The SDK provides the minimal set of features that allows an application to be developed in either .NET or Python while providing a consistent, documented set of features for developers to use.

The IIoT edge apps SDK encompasses a suite of core functionalities essential for the development and management of applications on edge devices. These functionalities are engineered to support complex operational requirements and facilitate seamless inter-application and cloud communication:

• Application configuration: This module provides a robust configuration management system that enables dynamic application settings at runtime. It leverages a hierarchy of configuration sources, including defaults, environmental variables, command-line arguments, and external configuration files. This system supports operational agility by allowing runtime adjustments and prioritized configuration overlays.

• Messaging framework: Central to the SDK is an advanced messaging infrastructure designed to enable efficient and reliable communication between edge applications and between edge and cloud systems. This framework utilizes NATS —an open-source messaging system— for message brokering, supporting both data and command propagation across distributed components with high reliability and low latency.
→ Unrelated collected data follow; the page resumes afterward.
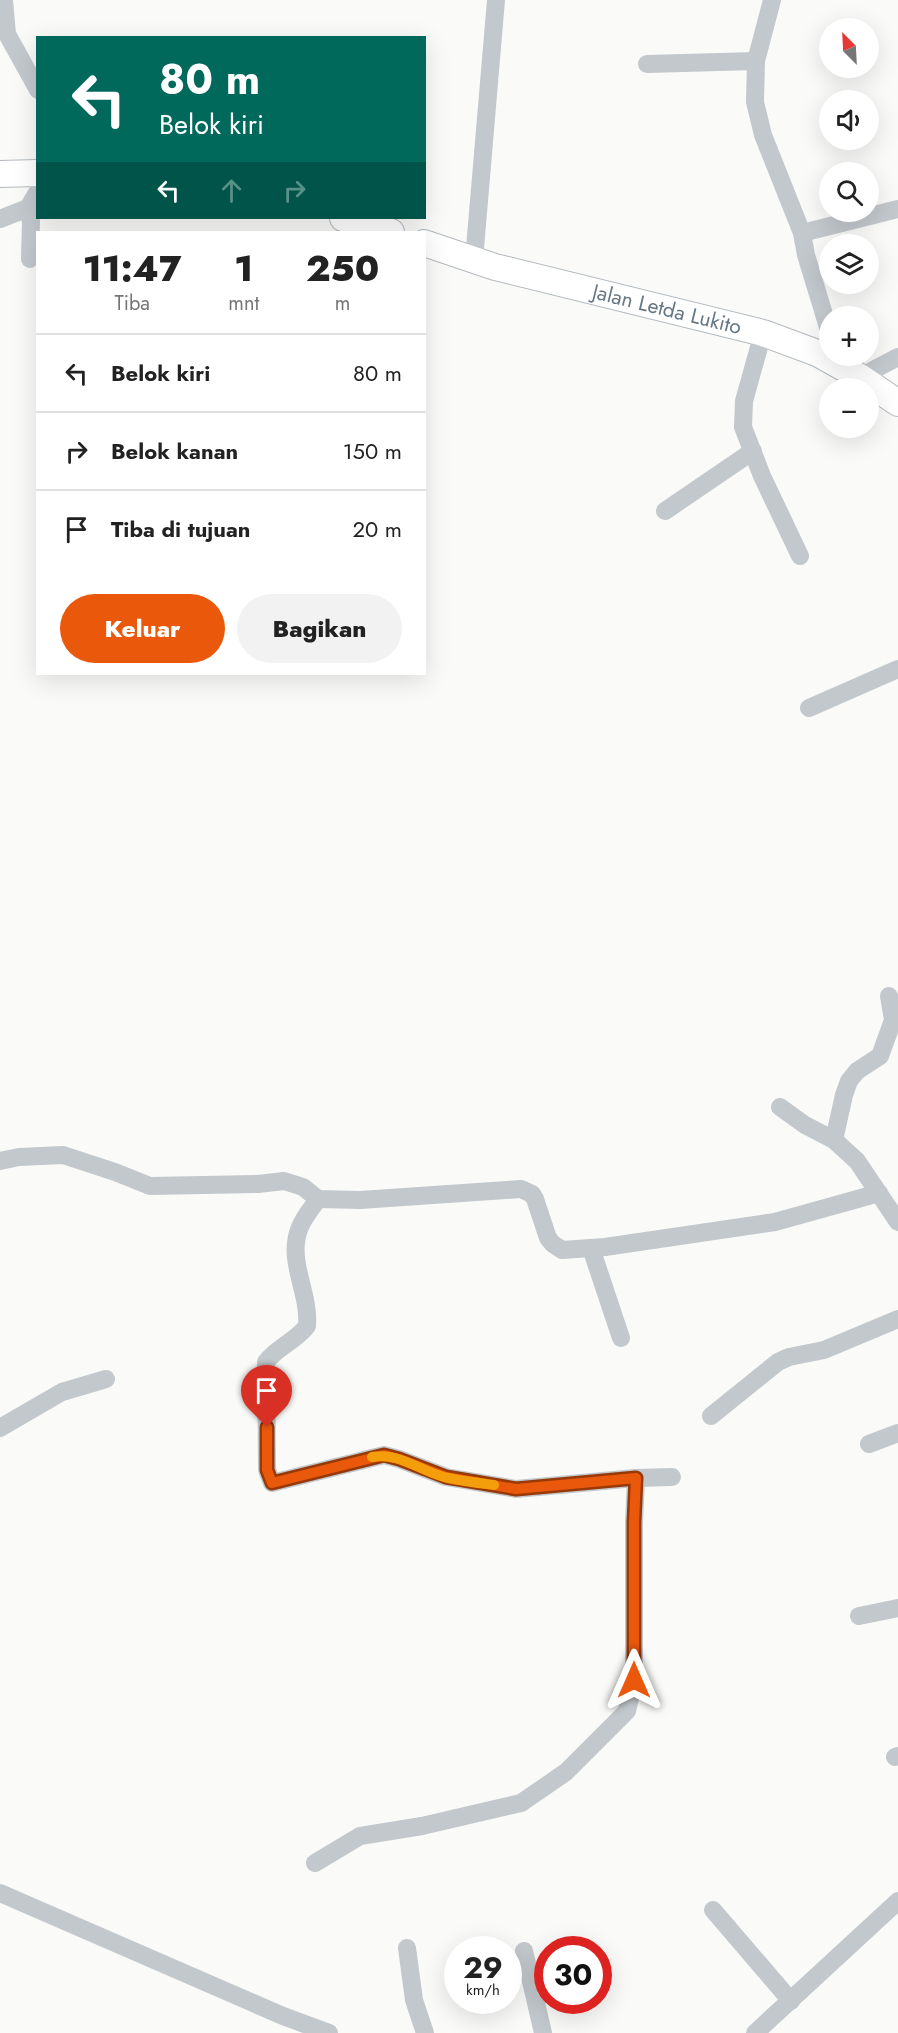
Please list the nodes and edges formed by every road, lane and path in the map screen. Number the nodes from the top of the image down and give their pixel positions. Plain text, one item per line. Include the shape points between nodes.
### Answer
1 (4, 0) edge
2 (496, 0) edge
3 (772, 0) edge
4 (756, 61) junction
5 (647, 64) dead end
6 (36, 86) edge
7 (36, 173) edge
8 (0, 174) edge
9 (36, 194) edge
10 (28, 208) junction
11 (898, 209) edge
12 (0, 219) edge
13 (346, 219) edge
14 (388, 231) edge
15 (802, 233) junction
16 (426, 244) edge
17 (30, 259) dead end
18 (474, 260) junction
19 (821, 306) edge
20 (763, 333) junction
21 (819, 354) edge
22 (898, 357) edge
23 (879, 360) edge
24 (846, 366) edge
25 (898, 403) edge
26 (753, 451) junction
27 (665, 511) dead end
28 (800, 556) dead end
29 (898, 669) edge
30 (809, 708) dead end
31 (889, 996) dead end
32 (889, 1055) edge
33 (780, 1107) dead end
34 (834, 1140) junction
35 (0, 1161) edge
36 (879, 1193) junction
37 (318, 1199) junction
38 (898, 1222) edge
39 (591, 1248) junction
40 (898, 1319) edge
41 (621, 1338) dead end
42 (106, 1379) dead end
43 (711, 1416) dead end
44 (0, 1428) edge
45 (898, 1433) edge
46 (869, 1444) dead end
47 (672, 1477) dead end
48 (636, 1478) junction
49 (898, 1608) edge
50 (859, 1616) dead end
51 (315, 1863) dead end
52 (0, 1893) edge
53 (898, 1901) edge
54 (713, 1910) dead end
55 (407, 1948) dead end
56 (524, 1951) dead end
57 (791, 2001) junction
58 (330, 2033) edge
59 (425, 2033) edge
60 (543, 2033) edge
61 (755, 2033) edge

1 - 6 street via 7,34
2 - 18 street
3 - 4 street
4 - 5 street
4 - 15 street via 756,102 763,135
7 - 8 street
9 - 10 street
10 - 12 street
10 - 17 street
11 - 15 street
13 - 14 street
15 - 19 street
16 - 18 street, Jalan Letda Lukito
18 - 20 street, Jalan Letda Lukito
20 - 21 street, Jalan Letda Lukito
20 - 26 street via 742,419
22 - 23 street
24 - 25 street, Jalan Letda Lukito
26 - 27 street
26 - 28 street
29 - 30 street
31 - 32 street via 893,1020
32 - 34 street via 867,1062 849,1081
33 - 34 street
34 - 36 street via 858,1161
35 - 37 street via 63,1155 150,1186 284,1181 303,1187
36 - 38 street
36 - 39 street via 775,1222
37 - 39 street via 360,1200 521,1189 535,1199 553,1244 562,1250
37 - 48 street via 296,1240 307,1326 266,1362 267,1470 272,1483 384,1455 446,1477 516,1489
39 - 41 street
40 - 43 street via 824,1350 778,1362
42 - 44 street via 62,1392
45 - 46 street
47 - 48 street
48 - 51 street via 634,1680 627,1711 566,1772 521,1803 360,1836
49 - 50 street
52 - 58 street
53 - 57 street
54 - 57 street
55 - 59 street via 414,2000
56 - 60 street
57 - 61 street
• File transfer management: This functionality integrates comprehensive file handling capabilities to manage data transfers between the cloud and edge devices. It includes mechanisms for both inbound and outbound data flows, ensuring data consistency and security during file transfer operations. The system supports scheduled and triggered transfers, accommodating a variety of operational scenarios.
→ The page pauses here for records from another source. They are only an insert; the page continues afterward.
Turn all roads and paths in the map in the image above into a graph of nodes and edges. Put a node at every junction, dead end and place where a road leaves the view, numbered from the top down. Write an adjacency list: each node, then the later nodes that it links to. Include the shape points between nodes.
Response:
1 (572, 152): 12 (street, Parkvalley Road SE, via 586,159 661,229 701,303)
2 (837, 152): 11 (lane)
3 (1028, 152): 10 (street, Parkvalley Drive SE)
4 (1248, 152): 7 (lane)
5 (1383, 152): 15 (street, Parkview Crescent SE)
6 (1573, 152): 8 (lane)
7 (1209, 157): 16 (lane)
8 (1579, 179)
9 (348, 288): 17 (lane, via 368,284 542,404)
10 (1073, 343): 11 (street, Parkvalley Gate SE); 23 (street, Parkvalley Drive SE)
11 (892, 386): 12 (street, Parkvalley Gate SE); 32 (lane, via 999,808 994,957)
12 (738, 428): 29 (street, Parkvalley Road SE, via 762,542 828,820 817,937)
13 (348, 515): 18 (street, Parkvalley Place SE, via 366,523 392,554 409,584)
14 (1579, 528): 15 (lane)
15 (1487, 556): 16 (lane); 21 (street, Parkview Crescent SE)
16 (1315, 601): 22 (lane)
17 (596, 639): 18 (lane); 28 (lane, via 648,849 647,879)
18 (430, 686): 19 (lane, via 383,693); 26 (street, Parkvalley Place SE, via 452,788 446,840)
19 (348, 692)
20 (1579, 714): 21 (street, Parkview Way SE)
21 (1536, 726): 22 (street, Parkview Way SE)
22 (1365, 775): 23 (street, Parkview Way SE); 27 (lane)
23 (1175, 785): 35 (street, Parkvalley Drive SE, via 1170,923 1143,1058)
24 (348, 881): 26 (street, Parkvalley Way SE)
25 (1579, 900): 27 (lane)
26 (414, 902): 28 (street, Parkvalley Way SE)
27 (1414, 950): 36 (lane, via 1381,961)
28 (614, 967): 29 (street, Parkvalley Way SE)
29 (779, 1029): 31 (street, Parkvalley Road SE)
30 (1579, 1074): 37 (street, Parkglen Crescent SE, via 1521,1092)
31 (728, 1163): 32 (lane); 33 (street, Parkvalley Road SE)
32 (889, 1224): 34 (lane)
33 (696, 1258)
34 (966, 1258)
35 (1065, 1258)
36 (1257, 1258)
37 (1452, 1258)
• Digital twins: The SDK supports the concept of Digital twins by synchronizing properties representing them between the cloud and the edge. This ensures that the digital representation of physical devices remains accurate and up-to-date, reflecting the current state of edge devices in real-time.
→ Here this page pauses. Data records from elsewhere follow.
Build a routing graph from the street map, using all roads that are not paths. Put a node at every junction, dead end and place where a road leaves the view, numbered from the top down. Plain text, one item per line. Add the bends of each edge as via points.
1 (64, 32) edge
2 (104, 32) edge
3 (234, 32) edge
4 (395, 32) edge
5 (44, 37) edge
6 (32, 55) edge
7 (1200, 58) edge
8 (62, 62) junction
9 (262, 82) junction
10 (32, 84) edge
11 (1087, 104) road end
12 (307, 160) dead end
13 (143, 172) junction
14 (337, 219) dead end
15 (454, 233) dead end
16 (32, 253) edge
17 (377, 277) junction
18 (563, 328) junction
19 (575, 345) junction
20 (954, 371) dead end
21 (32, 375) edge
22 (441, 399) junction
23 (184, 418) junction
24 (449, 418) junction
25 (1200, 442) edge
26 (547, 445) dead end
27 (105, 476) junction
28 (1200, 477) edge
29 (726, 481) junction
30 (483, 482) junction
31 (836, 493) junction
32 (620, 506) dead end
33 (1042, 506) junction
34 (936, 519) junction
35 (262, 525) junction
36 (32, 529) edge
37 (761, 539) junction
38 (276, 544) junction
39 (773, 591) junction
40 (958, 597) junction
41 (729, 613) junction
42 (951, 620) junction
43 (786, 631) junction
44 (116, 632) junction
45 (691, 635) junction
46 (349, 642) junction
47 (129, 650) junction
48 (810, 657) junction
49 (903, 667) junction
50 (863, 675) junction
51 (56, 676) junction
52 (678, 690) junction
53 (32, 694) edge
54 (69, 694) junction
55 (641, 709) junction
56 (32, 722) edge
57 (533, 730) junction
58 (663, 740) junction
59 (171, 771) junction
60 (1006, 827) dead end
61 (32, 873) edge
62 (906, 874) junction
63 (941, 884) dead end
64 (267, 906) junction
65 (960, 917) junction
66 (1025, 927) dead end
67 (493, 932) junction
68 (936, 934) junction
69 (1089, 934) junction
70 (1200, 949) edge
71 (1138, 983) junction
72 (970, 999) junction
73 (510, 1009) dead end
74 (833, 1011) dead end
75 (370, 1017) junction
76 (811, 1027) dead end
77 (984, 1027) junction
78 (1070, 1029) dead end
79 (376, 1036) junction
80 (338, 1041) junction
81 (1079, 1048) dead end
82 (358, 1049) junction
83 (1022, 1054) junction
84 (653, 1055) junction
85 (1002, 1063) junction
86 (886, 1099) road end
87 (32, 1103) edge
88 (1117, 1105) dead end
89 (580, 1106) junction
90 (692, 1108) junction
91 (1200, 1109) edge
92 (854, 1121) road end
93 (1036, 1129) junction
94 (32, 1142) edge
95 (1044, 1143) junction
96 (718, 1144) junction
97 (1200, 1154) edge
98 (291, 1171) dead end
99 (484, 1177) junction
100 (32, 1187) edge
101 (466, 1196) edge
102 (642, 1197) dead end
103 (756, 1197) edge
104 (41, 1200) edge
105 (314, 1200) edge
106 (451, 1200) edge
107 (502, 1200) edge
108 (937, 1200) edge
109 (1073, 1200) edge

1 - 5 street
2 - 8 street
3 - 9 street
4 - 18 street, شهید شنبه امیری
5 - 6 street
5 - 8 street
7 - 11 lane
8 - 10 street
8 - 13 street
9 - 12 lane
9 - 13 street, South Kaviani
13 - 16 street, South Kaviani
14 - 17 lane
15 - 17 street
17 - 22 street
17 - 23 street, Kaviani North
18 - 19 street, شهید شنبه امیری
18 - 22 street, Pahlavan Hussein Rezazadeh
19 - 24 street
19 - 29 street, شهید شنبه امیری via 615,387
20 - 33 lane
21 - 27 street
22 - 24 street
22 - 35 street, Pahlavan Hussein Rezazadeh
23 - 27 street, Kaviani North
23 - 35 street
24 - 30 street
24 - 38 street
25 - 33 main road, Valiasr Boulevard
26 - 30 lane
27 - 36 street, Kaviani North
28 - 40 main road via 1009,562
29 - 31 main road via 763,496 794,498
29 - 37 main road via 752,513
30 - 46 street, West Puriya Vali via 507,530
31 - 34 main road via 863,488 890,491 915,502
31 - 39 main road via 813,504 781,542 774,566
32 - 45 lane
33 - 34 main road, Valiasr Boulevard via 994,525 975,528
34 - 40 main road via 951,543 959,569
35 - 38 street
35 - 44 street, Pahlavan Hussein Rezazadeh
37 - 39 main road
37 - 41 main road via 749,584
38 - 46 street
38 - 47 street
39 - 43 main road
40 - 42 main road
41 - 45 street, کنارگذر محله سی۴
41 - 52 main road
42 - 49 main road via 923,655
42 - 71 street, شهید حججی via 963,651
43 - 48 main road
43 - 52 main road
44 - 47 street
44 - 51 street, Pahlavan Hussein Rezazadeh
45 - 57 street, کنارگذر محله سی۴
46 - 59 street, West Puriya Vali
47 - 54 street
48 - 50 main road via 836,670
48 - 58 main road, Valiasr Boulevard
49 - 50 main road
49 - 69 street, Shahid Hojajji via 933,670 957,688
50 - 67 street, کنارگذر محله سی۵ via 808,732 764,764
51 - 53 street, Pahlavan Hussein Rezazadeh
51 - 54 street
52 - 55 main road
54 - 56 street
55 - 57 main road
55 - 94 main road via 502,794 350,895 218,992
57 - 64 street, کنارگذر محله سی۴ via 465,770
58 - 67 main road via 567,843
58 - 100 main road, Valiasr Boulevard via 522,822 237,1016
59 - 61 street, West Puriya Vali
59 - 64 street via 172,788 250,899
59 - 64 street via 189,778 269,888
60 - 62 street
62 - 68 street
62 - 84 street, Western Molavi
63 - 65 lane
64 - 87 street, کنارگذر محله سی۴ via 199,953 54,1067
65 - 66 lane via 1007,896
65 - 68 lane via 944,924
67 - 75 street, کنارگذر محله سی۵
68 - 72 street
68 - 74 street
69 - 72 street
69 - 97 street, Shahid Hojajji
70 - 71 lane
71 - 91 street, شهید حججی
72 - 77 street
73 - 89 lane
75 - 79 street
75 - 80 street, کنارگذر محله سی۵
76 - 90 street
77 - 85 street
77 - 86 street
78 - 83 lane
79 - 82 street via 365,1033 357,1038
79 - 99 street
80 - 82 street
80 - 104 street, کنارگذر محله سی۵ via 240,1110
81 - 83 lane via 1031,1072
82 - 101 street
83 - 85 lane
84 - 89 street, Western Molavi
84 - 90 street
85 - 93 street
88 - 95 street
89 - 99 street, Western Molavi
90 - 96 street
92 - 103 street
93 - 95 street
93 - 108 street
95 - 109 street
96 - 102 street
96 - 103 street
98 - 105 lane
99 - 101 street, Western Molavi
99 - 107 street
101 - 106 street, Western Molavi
For a guided introduction to use the SDK, refer to the Tutorials.

Extra components for working with the IIoT and the SDK are also included or available during app development or when the app is deployed on a gateway:

• Core components
  • FileManager - File Manager handles file transfer for SLB applications to/from the cloud as well hosts files for sharing at the edge.
  • Redis Server - A continuous backend data store for Edge API Gateway Module which is a webapp hosted on gateway.

To ensure consistency and ease of communication between apps, all timestamps in the IRIS ecosystem should be expressed as the number of milliseconds since January 1, 1970 (UTC), represented as a double. Developers can utilize the AgoraTimeStamp function within the SDKs to obtain this value. Unless otherwise specified in the variable name, this should be the default format for timestamps in IIoT edge apps.

When deployed, IIoT edge apps are executed to protect both the application and the rest of the edge system from damage. As part of a deployment, each application is provided with several shared volumes that allow it to be configured remotely and to exchange files with the cloud and local users.

To distribute containers to the edge, container registries are utilized. For commercial deployments, containers are placed in private container registry. Each container in this registry undergoes security scanning by AgoraOps personnel to make sure that any security or quality issues are resolved before inclusion. Additionally, all IIoT edge application containers must be well-documented and comply with the configuration and file input/output methodology.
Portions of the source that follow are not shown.